4. En deuxième lieu, Mme B... conteste la constitutionnalité des dispositions de l'article 97 de la loi du 26 janvier 1984, issues de la loi susvisée du 3 août 2009, aux termes desquelles : " Pendant la période de prise en charge, le fonctionnaire est tenu de suivre toutes les actions d'orientation, de formation et d'évaluation destinées à favoriser son reclassement. / (...) / Le fonctionnaire a l'obligation de faire état tous les six mois à l'autorité de gestion de sa recherche active d'emploi, en communiquant en particulier les candidatures auxquelles il a postulé ou auxquelles il s'est présenté spontanément et les attestations d'entretien en vue d'un recrutement. / II. (...) Le Centre national de la fonction publique territoriale ou le centre de gestion peuvent mettre fin à la prise en charge d'un fonctionnaire qui n'a pas respecté, de manière grave et répétée, les obligations prévues par le présent article, en particulier les actions de suivi et de reclassement mises en oeuvre par l'autorité de gestion. Dans ce cas, le fonctionnaire peut être placé en disponibilité d'office ou, le cas échéant, admis à la retraite. "
5. En troisième lieu, en posant une question prioritaire de constitutionnalité, tout justiciable a le droit de contester la constitutionnalité de la portée effective qu'une interprétation jurisprudentielle constante confère à cette disposition. Mme B... conteste la constitutionnalité de la position adoptée par le Conseil d'Etat, notamment dans un avis du 11 juillet 2000, n° 346409, repris dans d'autres décisions des juridictions de l'ordre administratif, selon laquelle le Centre national de la fonction publique territoriale qui, en application de l'article 97 précité, prend en charge le fonctionnaire momentanément privé d'emploi, bien qu'exerçant à l'égard de ce fonctionnaire toutes les prérogatives reconnues à l'autorité investie du pouvoir de nomination, n'a pas pour autant la qualité d'employeur.

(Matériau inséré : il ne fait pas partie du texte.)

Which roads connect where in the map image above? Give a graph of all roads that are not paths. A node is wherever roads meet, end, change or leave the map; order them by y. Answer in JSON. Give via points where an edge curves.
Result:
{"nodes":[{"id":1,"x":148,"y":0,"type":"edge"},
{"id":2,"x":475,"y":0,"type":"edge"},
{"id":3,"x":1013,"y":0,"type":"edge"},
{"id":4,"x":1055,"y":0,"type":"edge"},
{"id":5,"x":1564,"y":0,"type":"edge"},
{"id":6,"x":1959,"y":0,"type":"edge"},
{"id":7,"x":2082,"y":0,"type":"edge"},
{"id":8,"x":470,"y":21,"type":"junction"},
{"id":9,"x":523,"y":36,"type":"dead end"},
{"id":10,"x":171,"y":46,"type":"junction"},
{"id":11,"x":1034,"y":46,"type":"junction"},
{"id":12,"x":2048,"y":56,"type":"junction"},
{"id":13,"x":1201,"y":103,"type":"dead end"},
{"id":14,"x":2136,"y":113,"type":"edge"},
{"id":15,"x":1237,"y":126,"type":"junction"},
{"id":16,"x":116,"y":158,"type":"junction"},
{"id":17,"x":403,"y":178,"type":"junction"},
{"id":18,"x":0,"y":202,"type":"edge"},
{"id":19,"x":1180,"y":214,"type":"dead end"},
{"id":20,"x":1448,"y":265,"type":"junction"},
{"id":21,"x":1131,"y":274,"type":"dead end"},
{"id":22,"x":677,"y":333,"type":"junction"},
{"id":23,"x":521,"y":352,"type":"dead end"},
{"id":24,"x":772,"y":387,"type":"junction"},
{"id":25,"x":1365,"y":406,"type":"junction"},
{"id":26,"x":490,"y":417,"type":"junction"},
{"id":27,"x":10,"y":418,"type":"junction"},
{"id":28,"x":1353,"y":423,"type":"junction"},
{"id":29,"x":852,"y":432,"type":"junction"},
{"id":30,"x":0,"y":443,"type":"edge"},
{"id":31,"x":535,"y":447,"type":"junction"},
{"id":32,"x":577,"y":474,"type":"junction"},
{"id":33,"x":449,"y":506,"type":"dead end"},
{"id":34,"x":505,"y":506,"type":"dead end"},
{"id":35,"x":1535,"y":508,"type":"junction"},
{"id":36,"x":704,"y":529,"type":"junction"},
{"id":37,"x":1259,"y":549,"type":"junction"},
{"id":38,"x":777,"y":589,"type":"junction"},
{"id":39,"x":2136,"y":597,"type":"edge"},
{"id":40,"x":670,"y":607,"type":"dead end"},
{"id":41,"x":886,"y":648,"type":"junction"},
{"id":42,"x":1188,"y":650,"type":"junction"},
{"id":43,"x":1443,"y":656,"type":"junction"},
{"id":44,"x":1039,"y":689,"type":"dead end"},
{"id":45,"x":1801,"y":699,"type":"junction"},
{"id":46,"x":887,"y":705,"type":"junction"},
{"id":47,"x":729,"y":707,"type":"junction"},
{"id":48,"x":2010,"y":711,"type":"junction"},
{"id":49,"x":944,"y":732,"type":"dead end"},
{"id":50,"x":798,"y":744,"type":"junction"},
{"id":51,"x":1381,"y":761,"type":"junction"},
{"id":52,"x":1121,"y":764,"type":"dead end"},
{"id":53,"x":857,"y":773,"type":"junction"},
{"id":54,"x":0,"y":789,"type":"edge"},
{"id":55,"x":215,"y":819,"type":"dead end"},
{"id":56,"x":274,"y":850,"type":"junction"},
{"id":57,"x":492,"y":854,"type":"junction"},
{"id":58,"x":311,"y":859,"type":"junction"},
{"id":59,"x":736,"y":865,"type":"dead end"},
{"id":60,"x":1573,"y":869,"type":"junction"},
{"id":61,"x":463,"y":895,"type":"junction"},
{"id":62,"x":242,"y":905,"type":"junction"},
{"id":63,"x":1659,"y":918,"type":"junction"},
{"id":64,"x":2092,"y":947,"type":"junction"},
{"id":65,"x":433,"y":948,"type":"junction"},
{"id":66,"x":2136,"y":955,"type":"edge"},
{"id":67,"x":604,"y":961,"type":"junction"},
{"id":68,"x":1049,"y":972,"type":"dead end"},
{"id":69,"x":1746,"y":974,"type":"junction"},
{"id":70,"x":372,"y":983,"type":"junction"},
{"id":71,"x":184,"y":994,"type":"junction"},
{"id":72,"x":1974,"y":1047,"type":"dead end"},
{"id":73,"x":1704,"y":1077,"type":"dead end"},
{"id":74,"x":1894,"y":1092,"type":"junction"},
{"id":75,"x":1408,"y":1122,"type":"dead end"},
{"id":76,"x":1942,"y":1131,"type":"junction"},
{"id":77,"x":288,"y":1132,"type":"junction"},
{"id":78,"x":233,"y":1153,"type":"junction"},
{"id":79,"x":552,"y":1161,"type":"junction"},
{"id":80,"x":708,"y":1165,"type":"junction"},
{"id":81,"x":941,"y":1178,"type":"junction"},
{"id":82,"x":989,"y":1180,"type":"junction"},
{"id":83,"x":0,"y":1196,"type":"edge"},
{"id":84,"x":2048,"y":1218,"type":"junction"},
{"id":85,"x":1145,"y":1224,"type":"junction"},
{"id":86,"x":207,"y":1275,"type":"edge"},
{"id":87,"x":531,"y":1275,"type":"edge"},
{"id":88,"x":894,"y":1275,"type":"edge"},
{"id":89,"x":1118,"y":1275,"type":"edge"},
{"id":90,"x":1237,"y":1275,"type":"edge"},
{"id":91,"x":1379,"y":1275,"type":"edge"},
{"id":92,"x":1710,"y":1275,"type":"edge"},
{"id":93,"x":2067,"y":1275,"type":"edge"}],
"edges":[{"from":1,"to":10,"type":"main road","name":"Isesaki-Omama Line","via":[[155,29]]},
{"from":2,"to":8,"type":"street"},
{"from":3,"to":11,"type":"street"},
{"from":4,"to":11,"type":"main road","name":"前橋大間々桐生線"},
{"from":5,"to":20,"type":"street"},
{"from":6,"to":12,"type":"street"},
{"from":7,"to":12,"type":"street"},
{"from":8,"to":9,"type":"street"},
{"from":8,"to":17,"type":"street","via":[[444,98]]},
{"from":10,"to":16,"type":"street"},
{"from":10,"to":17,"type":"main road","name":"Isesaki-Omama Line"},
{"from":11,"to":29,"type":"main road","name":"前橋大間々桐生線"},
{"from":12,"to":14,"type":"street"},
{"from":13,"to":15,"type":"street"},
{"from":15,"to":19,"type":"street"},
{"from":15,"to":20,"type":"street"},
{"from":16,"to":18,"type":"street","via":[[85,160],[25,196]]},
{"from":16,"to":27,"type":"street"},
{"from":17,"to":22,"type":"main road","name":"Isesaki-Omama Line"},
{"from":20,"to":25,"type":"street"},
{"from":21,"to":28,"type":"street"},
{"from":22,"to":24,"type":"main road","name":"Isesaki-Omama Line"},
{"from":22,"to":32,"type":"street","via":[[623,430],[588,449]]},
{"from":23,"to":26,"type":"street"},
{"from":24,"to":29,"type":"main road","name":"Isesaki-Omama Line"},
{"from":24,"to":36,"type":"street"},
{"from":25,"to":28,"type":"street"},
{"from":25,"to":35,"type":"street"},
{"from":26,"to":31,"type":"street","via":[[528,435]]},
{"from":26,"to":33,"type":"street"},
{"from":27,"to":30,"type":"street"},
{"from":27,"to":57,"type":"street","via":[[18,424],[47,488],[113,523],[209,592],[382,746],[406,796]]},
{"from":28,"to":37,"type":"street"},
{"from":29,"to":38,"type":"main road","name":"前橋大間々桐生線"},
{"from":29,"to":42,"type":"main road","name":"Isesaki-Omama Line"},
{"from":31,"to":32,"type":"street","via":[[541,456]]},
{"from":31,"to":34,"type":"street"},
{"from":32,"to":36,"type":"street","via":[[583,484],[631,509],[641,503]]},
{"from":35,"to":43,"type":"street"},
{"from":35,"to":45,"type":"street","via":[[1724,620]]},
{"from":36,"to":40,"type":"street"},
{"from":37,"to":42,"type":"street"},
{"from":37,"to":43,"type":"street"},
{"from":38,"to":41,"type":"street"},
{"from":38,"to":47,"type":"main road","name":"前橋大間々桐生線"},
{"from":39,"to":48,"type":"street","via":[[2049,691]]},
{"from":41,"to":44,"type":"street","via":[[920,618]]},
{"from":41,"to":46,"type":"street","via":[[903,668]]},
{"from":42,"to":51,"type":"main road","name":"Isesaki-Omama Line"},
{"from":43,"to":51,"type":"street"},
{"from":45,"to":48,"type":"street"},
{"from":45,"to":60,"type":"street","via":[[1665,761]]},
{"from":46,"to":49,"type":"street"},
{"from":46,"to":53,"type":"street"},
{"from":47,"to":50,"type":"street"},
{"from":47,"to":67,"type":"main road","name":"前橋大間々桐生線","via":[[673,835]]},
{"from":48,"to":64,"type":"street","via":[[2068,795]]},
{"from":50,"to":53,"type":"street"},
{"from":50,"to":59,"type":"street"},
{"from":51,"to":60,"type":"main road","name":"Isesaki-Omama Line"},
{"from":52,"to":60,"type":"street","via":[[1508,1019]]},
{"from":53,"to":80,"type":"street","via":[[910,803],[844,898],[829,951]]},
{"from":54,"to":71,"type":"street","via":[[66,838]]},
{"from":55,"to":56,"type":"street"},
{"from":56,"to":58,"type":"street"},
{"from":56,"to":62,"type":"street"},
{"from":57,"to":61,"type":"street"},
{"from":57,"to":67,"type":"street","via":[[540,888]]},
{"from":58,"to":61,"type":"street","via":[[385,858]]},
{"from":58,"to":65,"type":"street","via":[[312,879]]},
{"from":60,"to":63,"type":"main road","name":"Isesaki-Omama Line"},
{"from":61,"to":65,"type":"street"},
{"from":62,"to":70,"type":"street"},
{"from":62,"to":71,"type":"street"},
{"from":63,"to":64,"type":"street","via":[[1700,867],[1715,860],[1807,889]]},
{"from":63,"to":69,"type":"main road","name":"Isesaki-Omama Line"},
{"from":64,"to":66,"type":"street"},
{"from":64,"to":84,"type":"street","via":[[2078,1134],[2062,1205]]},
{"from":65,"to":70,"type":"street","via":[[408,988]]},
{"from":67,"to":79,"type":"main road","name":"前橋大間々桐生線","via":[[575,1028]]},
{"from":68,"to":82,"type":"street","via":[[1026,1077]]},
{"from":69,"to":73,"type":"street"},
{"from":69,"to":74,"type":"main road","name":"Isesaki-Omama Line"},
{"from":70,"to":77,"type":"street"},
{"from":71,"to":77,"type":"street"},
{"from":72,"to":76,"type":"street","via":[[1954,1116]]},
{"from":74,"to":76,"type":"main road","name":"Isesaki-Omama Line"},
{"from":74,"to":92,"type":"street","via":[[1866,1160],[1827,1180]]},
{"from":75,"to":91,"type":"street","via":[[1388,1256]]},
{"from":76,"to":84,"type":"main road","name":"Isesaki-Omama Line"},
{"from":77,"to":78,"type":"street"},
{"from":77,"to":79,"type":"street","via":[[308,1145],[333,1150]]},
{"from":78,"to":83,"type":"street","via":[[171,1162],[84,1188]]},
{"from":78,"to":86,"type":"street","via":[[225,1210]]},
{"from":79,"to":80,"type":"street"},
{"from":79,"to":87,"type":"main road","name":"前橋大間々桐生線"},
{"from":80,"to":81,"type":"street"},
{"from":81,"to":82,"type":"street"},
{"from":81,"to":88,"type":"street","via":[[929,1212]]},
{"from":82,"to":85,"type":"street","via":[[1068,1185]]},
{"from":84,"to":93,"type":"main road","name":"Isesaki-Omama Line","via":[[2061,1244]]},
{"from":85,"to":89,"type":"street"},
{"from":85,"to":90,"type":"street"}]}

En ce qui concerne le lien de ces dispositions et de cette interprétation avec le litige :
6. La décision, dont Mme B... a été informée par le courrier du 6 avril 2018, de diminuer son traitement à compter du 22 avril 2018, a été prise uniquement en application des dispositions de l'article 82 de la loi du 20 avril 2016 citées au point 3 du présent arrêt. Ainsi que l'a jugé à bon droit le tribunal administratif de Grenoble, les dispositions issues de la loi du 3 août 2009 citées au point 4 du présent arrêt et la position jurisprudentielle mentionnée au point 5 sont, contrairement à ce qui est soutenu, sans lien avec cette décision, laquelle ne dépend que de la durée de la période pendant laquelle le fonctionnaire pris en charge est momentanément privé d'emploi. Mme B... n'est dès lors pas fondée à soutenir que c'est à tort que les premiers juges, qui ont suffisamment motivé leur jugement, ont refusé de transmettre la question prioritaire de constitutionnalité sur ces deux points.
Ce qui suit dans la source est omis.